Legale parti civili: “Nessun disturbo invalidante”
“La perizia – ha spiegato l’avvocato Emanuele De Mitri, legale delle due parti civili – dice chiaramente che Pifferi è soltanto affetta da un disturbo del neurosviluppo, classificabile come immaturità affettiva, sostanzialmente una sorta di poca empatia a livello affettivo da adulta e che non è un disturbo invalidante, non ha avuto influenza sul funzionamento psicosociale”. Tale condizione, ha proseguito l’avvocato, “non ha compromesso la capacità di intendere e volere, neppure scemandola parzialmente”. Una capacità che la donna aveva sia quando è morta Diana, lasciata solo per sei giorni, “che in tutti i weekend precedenti in cui ha abbandonato la piccola”. La famiglia è soddisfatta anche perché ha sempre sostenuto che Alessia Pifferi è “una persona assolutamente consapevole delle proprie azioni, non affetta da alcun disturbo, ma solo una persona presuntuosa e arrogante nel comportamento di tutti i giorni”. E dalla perizia si evince anche, ha concluso l’avvocato De Mitri, “che non c’è stato alcun evento in età infantile che abbia potuto incidere sul suo comportamento futuro”.

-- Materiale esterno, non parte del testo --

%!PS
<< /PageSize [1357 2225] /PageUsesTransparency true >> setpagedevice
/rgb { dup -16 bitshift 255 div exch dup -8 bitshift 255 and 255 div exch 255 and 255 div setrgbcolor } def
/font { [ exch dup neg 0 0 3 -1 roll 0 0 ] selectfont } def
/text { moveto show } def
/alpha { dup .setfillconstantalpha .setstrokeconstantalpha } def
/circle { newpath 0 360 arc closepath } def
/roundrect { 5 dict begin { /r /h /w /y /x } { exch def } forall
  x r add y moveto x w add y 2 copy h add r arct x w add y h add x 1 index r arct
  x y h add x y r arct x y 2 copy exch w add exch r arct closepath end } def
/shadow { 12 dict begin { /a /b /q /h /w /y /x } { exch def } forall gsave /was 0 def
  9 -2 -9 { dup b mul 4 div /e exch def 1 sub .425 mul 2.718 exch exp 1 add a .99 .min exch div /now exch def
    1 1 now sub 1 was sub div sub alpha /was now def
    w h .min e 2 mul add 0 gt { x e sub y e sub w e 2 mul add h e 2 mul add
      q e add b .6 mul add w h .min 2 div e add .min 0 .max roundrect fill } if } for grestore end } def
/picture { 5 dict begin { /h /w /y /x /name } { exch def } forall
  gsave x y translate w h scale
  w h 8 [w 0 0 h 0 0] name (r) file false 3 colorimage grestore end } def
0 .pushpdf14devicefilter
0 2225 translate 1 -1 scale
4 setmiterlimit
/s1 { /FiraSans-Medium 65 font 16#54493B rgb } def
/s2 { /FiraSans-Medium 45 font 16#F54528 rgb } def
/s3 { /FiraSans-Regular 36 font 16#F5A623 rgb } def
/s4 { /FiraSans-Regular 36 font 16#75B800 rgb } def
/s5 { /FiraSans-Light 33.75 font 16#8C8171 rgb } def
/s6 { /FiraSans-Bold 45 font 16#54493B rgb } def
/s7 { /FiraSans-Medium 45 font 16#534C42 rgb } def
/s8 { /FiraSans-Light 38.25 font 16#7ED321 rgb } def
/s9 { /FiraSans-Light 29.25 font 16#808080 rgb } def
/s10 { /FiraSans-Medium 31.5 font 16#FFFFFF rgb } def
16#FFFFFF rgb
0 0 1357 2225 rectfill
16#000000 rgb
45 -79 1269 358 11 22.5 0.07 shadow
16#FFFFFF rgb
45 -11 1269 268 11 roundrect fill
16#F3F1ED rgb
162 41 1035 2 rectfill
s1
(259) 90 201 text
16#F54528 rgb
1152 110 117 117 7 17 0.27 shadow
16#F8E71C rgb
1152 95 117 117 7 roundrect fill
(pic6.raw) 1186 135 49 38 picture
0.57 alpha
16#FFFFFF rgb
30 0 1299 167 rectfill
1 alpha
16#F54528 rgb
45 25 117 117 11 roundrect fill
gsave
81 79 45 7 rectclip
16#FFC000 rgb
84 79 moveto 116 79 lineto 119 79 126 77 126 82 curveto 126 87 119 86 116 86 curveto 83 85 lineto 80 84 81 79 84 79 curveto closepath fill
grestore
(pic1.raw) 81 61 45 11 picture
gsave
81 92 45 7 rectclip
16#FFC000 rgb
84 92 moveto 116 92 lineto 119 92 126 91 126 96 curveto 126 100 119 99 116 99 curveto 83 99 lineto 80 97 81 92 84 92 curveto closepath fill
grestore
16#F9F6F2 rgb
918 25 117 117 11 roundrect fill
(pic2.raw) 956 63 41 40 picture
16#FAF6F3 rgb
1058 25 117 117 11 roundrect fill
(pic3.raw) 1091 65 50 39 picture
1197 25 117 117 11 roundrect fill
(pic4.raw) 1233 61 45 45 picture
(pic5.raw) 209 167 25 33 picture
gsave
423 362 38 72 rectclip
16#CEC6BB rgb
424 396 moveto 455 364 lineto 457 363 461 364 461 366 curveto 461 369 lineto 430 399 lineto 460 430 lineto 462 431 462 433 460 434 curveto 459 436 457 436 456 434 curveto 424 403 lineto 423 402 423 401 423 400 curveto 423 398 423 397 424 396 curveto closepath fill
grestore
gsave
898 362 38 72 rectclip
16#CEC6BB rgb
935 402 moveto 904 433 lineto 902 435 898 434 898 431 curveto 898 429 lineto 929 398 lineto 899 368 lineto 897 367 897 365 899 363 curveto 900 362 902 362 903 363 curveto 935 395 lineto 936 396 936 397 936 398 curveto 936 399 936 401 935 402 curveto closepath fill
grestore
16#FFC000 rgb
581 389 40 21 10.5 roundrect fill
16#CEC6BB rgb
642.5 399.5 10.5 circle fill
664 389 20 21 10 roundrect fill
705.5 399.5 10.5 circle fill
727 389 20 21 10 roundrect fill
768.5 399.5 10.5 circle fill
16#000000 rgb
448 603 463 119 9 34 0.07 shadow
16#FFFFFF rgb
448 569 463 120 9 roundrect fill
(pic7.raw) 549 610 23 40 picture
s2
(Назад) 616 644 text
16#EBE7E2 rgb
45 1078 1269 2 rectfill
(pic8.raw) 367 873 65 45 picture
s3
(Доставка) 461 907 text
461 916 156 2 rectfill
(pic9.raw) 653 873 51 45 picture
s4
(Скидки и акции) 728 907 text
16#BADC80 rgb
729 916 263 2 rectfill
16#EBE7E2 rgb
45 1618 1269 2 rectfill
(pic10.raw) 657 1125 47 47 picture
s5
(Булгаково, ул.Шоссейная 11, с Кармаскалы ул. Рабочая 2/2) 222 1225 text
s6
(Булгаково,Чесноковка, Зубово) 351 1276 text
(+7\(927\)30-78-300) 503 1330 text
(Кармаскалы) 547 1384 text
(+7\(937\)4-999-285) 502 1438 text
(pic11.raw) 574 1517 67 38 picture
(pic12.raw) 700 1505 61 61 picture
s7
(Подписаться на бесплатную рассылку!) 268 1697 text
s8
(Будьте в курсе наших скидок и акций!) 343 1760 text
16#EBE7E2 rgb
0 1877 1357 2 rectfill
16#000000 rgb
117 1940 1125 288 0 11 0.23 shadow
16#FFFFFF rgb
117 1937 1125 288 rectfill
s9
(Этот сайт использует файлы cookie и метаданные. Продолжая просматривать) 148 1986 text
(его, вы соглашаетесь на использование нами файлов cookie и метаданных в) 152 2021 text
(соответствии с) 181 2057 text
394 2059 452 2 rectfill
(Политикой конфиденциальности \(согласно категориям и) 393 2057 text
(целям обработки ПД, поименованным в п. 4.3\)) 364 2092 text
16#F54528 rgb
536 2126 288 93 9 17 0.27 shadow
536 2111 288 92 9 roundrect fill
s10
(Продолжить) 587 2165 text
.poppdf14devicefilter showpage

Le parole di Pifferi ai periti
“La mia mente si era disconnessa”. Così Alessia Pifferi, come si legge nella relazione degli esperti, ha provato a spiegare ai periti quanto compiuto. Quella “presunta disconnessione” della mente di cui parla Pifferi, infatti, secondo i periti, non configura alcun vizio di mente. La donna, secondo la perizia, era in grado di “pianificare le azioni, di prevedere rapporti causa-effetto”. Era consapevole e comprendeva le “potenziali conseguenze dell’abbandono della bambina” e, dunque, le sofferenze che avrebbe patito. La presunta “disconnessione”, si legge, “riguarda il suo essere madre”. Tra l’altro, ha mantenuto “un ricordo dettagliato e molto partecipato sul piano affettivo di tutta la vicenda”. Nel corso dei colloqui, agli atti della perizia, ha raccontato pure che ancora “le capita di vivere momenti in cui la sua mente si disconnette, ma non è in grado di spiegare come e perché avvengano”. L’avvocata Alessia Pontenani, legale di Alessia Pifferi: “Attendo la valutazione del Prof Pietrini, mio consulente. Dalla lettura si confermano la fragilità intellettiva ed i problemi mnemonici. Anche la assoluta incapacità di simulazione. Le conclusioni verranno valutate dalla Corte”.
L’altro filone
Il 24 settembre, davanti alla Corte, ci sarà la discussione in aula degli esperti sull’esito degli accertamenti, alla presenza dei consulenti delle parti. Poi, il 22 ottobre, il processo d’appello potrebbe arrivare a sentenza. Col riconoscimento dell’assenza di vizi di mente, la donna rischia la conferma dell’ergastolo, se non le saranno concesse attenuanti. La difesa ha sempre sostenuto che la donna fosse affetta da un “disturbo cognitivo”, un deficit mentale. Intanto, l’11 settembre si torna davanti al gup per il procedimento, un filone bis del caso, a carico dell’avvocata Pontenani, di quattro psicologhe e di Marco Garbarini, psichiatra e consulente della difesa, su una presunta attività di “manipolazione” per aiutare Pifferi ad ottenere la perizia in primo grado e su un ipotizzato tentativo di indirizzare l’esito verso un “vizio parziale di mente”.